• **Exercise prompt**
Every entry below should be printed exactly.
-- Opening Marker --
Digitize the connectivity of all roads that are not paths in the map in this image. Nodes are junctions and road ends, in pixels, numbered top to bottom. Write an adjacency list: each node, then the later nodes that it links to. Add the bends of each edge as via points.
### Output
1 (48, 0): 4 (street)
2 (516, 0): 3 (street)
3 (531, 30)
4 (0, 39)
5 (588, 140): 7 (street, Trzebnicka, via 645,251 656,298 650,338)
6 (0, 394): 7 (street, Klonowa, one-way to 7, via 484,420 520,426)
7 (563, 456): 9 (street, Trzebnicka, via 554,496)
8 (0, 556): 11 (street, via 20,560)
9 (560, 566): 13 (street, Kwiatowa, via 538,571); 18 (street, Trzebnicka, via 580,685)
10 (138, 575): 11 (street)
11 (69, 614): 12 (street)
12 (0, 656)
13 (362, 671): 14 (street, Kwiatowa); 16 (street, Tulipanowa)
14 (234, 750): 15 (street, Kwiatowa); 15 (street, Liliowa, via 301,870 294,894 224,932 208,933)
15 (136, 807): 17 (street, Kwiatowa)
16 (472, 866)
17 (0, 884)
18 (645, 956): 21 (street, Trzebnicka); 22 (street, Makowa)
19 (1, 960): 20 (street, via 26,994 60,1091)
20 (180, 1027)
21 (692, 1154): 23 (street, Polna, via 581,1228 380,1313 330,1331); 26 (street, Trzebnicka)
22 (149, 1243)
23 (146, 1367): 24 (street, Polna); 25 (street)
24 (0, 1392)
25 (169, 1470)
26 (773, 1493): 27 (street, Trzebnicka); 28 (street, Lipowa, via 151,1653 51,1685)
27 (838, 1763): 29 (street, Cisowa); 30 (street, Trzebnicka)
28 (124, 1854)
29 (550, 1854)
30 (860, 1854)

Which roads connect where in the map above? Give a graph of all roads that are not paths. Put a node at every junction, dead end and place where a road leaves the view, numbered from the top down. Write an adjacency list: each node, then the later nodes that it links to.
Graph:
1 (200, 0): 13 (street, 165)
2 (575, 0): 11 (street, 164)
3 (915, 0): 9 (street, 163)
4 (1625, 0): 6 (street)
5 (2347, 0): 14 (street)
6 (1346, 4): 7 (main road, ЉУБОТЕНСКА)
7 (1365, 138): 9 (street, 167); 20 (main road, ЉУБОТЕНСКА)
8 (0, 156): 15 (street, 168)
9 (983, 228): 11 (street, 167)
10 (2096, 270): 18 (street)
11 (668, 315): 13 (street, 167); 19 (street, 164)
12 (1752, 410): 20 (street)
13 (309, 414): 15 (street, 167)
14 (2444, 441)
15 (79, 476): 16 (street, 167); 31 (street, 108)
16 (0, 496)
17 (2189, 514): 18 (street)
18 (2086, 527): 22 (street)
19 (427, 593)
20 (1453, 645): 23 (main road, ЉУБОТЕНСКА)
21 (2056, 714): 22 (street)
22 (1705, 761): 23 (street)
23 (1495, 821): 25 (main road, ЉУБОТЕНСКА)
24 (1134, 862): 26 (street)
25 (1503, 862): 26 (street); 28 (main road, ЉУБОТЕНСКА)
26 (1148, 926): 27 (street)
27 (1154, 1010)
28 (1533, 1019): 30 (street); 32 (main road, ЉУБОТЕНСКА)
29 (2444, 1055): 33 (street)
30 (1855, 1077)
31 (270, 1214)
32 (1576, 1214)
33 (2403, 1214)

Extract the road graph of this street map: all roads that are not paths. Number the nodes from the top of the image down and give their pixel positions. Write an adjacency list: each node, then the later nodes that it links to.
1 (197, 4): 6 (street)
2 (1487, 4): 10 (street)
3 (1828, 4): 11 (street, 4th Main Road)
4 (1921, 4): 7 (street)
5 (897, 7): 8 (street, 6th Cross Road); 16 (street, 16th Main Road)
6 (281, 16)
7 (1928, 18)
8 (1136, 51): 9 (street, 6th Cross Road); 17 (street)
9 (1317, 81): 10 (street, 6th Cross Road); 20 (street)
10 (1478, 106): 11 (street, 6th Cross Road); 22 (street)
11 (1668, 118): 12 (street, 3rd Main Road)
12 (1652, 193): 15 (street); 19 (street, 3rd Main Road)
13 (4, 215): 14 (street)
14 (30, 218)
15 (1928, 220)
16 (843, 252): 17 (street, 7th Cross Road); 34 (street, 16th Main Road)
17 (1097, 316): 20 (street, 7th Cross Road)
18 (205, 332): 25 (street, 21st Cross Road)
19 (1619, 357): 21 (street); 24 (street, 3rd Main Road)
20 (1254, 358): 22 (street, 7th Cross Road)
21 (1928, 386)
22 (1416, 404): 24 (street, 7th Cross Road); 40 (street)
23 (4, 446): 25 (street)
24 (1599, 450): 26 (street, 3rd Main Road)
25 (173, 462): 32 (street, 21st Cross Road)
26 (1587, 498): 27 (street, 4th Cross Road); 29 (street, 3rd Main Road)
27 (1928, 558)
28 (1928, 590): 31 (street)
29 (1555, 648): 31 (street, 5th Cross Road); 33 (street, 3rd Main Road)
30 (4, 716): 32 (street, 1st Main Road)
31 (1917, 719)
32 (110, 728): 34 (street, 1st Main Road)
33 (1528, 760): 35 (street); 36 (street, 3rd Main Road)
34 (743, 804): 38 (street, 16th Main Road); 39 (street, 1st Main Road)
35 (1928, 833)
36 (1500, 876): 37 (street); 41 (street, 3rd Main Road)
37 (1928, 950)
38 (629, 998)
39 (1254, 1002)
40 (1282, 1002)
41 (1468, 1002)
-- Closing Marker --
• **Answer to this problem**
Digitize the connectivity of all roads that are not paths in the map in this image. Nodes are junctions and road ends, in pixels, numbered top to bottom. Write an adjacency list: each node, then the later nodes that it links to. Add the bends of each edge as via points.
### Output
1 (48, 0): 4 (street)
2 (516, 0): 3 (street)
3 (531, 30)
4 (0, 39)
5 (588, 140): 7 (street, Trzebnicka, via 645,251 656,298 650,338)
6 (0, 394): 7 (street, Klonowa, one-way to 7, via 484,420 520,426)
7 (563, 456): 9 (street, Trzebnicka, via 554,496)
8 (0, 556): 11 (street, via 20,560)
9 (560, 566): 13 (street, Kwiatowa, via 538,571); 18 (street, Trzebnicka, via 580,685)
10 (138, 575): 11 (street)
11 (69, 614): 12 (street)
12 (0, 656)
13 (362, 671): 14 (street, Kwiatowa); 16 (street, Tulipanowa)
14 (234, 750): 15 (street, Kwiatowa); 15 (street, Liliowa, via 301,870 294,894 224,932 208,933)
15 (136, 807): 17 (street, Kwiatowa)
16 (472, 866)
17 (0, 884)
18 (645, 956): 21 (street, Trzebnicka); 22 (street, Makowa)
19 (1, 960): 20 (street, via 26,994 60,1091)
20 (180, 1027)
21 (692, 1154): 23 (street, Polna, via 581,1228 380,1313 330,1331); 26 (street, Trzebnicka)
22 (149, 1243)
23 (146, 1367): 24 (street, Polna); 25 (street)
24 (0, 1392)
25 (169, 1470)
26 (773, 1493): 27 (street, Trzebnicka); 28 (street, Lipowa, via 151,1653 51,1685)
27 (838, 1763): 29 (street, Cisowa); 30 (street, Trzebnicka)
28 (124, 1854)
29 (550, 1854)
30 (860, 1854)

Which roads connect where in the map above? Give a graph of all roads that are not paths. Put a node at every junction, dead end and place where a road leaves the view, numbered from the top down. Write an adjacency list: each node, then the later nodes that it links to.
Graph:
1 (200, 0): 13 (street, 165)
2 (575, 0): 11 (street, 164)
3 (915, 0): 9 (street, 163)
4 (1625, 0): 6 (street)
5 (2347, 0): 14 (street)
6 (1346, 4): 7 (main road, ЉУБОТЕНСКА)
7 (1365, 138): 9 (street, 167); 20 (main road, ЉУБОТЕНСКА)
8 (0, 156): 15 (street, 168)
9 (983, 228): 11 (street, 167)
10 (2096, 270): 18 (street)
11 (668, 315): 13 (street, 167); 19 (street, 164)
12 (1752, 410): 20 (street)
13 (309, 414): 15 (street, 167)
14 (2444, 441)
15 (79, 476): 16 (street, 167); 31 (street, 108)
16 (0, 496)
17 (2189, 514): 18 (street)
18 (2086, 527): 22 (street)
19 (427, 593)
20 (1453, 645): 23 (main road, ЉУБОТЕНСКА)
21 (2056, 714): 22 (street)
22 (1705, 761): 23 (street)
23 (1495, 821): 25 (main road, ЉУБОТЕНСКА)
24 (1134, 862): 26 (street)
25 (1503, 862): 26 (street); 28 (main road, ЉУБОТЕНСКА)
26 (1148, 926): 27 (street)
27 (1154, 1010)
28 (1533, 1019): 30 (street); 32 (main road, ЉУБОТЕНСКА)
29 (2444, 1055): 33 (street)
30 (1855, 1077)
31 (270, 1214)
32 (1576, 1214)
33 (2403, 1214)

Extract the road graph of this street map: all roads that are not paths. Number the nodes from the top of the image down and give their pixel positions. Write an adjacency list: each node, then the later nodes that it links to.
1 (197, 4): 6 (street)
2 (1487, 4): 10 (street)
3 (1828, 4): 11 (street, 4th Main Road)
4 (1921, 4): 7 (street)
5 (897, 7): 8 (street, 6th Cross Road); 16 (street, 16th Main Road)
6 (281, 16)
7 (1928, 18)
8 (1136, 51): 9 (street, 6th Cross Road); 17 (street)
9 (1317, 81): 10 (street, 6th Cross Road); 20 (street)
10 (1478, 106): 11 (street, 6th Cross Road); 22 (street)
11 (1668, 118): 12 (street, 3rd Main Road)
12 (1652, 193): 15 (street); 19 (street, 3rd Main Road)
13 (4, 215): 14 (street)
14 (30, 218)
15 (1928, 220)
16 (843, 252): 17 (street, 7th Cross Road); 34 (street, 16th Main Road)
17 (1097, 316): 20 (street, 7th Cross Road)
18 (205, 332): 25 (street, 21st Cross Road)
19 (1619, 357): 21 (street); 24 (street, 3rd Main Road)
20 (1254, 358): 22 (street, 7th Cross Road)
21 (1928, 386)
22 (1416, 404): 24 (street, 7th Cross Road); 40 (street)
23 (4, 446): 25 (street)
24 (1599, 450): 26 (street, 3rd Main Road)
25 (173, 462): 32 (street, 21st Cross Road)
26 (1587, 498): 27 (street, 4th Cross Road); 29 (street, 3rd Main Road)
27 (1928, 558)
28 (1928, 590): 31 (street)
29 (1555, 648): 31 (street, 5th Cross Road); 33 (street, 3rd Main Road)
30 (4, 716): 32 (street, 1st Main Road)
31 (1917, 719)
32 (110, 728): 34 (street, 1st Main Road)
33 (1528, 760): 35 (street); 36 (street, 3rd Main Road)
34 (743, 804): 38 (street, 16th Main Road); 39 (street, 1st Main Road)
35 (1928, 833)
36 (1500, 876): 37 (street); 41 (street, 3rd Main Road)
37 (1928, 950)
38 (629, 998)
39 (1254, 1002)
40 (1282, 1002)
41 (1468, 1002)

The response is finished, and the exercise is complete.